* **Task description**
The full set of entries, reproduced exactly, is the expected answer.

───

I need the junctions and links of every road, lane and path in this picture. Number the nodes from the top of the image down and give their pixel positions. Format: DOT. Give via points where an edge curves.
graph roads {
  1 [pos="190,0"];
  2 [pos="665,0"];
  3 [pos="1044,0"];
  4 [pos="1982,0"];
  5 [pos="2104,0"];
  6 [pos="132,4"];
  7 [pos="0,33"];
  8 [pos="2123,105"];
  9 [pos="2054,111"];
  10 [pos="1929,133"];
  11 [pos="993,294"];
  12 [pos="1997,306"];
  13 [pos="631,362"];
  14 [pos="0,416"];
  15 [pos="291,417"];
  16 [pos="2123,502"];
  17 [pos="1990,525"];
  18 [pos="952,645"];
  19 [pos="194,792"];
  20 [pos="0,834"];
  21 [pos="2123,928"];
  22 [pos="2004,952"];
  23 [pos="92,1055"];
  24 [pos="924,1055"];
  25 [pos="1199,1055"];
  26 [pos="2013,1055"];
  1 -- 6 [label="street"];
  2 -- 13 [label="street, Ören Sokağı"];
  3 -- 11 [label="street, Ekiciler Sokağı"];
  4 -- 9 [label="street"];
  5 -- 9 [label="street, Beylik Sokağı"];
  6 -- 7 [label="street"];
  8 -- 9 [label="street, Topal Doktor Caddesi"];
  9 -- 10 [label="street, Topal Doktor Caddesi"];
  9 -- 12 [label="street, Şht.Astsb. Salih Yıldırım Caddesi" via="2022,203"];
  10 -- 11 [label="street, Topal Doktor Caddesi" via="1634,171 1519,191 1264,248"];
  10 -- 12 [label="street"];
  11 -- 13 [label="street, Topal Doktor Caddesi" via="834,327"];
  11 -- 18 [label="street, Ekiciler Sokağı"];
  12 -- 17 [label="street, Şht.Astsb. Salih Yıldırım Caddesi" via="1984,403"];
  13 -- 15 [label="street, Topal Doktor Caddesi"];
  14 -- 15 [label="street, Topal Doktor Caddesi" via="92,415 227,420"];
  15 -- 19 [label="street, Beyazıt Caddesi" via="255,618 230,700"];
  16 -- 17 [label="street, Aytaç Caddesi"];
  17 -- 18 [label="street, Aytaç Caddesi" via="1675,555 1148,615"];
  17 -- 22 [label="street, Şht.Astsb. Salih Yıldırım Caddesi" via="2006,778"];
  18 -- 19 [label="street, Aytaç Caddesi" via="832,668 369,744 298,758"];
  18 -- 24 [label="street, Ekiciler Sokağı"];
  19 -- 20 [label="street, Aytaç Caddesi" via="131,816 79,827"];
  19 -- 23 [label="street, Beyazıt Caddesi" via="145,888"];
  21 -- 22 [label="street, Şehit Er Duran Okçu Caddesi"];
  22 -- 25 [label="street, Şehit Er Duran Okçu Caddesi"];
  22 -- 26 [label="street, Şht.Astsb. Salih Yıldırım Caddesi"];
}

───

* **Written answer**
I need the junctions and links of every road, lane and path in this picture. Number the nodes from the top of the image down and give their pixel positions. Format: DOT. Give via points where an edge curves.
graph roads {
  1 [pos="190,0"];
  2 [pos="665,0"];
  3 [pos="1044,0"];
  4 [pos="1982,0"];
  5 [pos="2104,0"];
  6 [pos="132,4"];
  7 [pos="0,33"];
  8 [pos="2123,105"];
  9 [pos="2054,111"];
  10 [pos="1929,133"];
  11 [pos="993,294"];
  12 [pos="1997,306"];
  13 [pos="631,362"];
  14 [pos="0,416"];
  15 [pos="291,417"];
  16 [pos="2123,502"];
  17 [pos="1990,525"];
  18 [pos="952,645"];
  19 [pos="194,792"];
  20 [pos="0,834"];
  21 [pos="2123,928"];
  22 [pos="2004,952"];
  23 [pos="92,1055"];
  24 [pos="924,1055"];
  25 [pos="1199,1055"];
  26 [pos="2013,1055"];
  1 -- 6 [label="street"];
  2 -- 13 [label="street, Ören Sokağı"];
  3 -- 11 [label="street, Ekiciler Sokağı"];
  4 -- 9 [label="street"];
  5 -- 9 [label="street, Beylik Sokağı"];
  6 -- 7 [label="street"];
  8 -- 9 [label="street, Topal Doktor Caddesi"];
  9 -- 10 [label="street, Topal Doktor Caddesi"];
  9 -- 12 [label="street, Şht.Astsb. Salih Yıldırım Caddesi" via="2022,203"];
  10 -- 11 [label="street, Topal Doktor Caddesi" via="1634,171 1519,191 1264,248"];
  10 -- 12 [label="street"];
  11 -- 13 [label="street, Topal Doktor Caddesi" via="834,327"];
  11 -- 18 [label="street, Ekiciler Sokağı"];
  12 -- 17 [label="street, Şht.Astsb. Salih Yıldırım Caddesi" via="1984,403"];
  13 -- 15 [label="street, Topal Doktor Caddesi"];
  14 -- 15 [label="street, Topal Doktor Caddesi" via="92,415 227,420"];
  15 -- 19 [label="street, Beyazıt Caddesi" via="255,618 230,700"];
  16 -- 17 [label="street, Aytaç Caddesi"];
  17 -- 18 [label="street, Aytaç Caddesi" via="1675,555 1148,615"];
  17 -- 22 [label="street, Şht.Astsb. Salih Yıldırım Caddesi" via="2006,778"];
  18 -- 19 [label="street, Aytaç Caddesi" via="832,668 369,744 298,758"];
  18 -- 24 [label="street, Ekiciler Sokağı"];
  19 -- 20 [label="street, Aytaç Caddesi" via="131,816 79,827"];
  19 -- 23 [label="street, Beyazıt Caddesi" via="145,888"];
  21 -- 22 [label="street, Şehit Er Duran Okçu Caddesi"];
  22 -- 25 [label="street, Şehit Er Duran Okçu Caddesi"];
  22 -- 26 [label="street, Şht.Astsb. Salih Yıldırım Caddesi"];
}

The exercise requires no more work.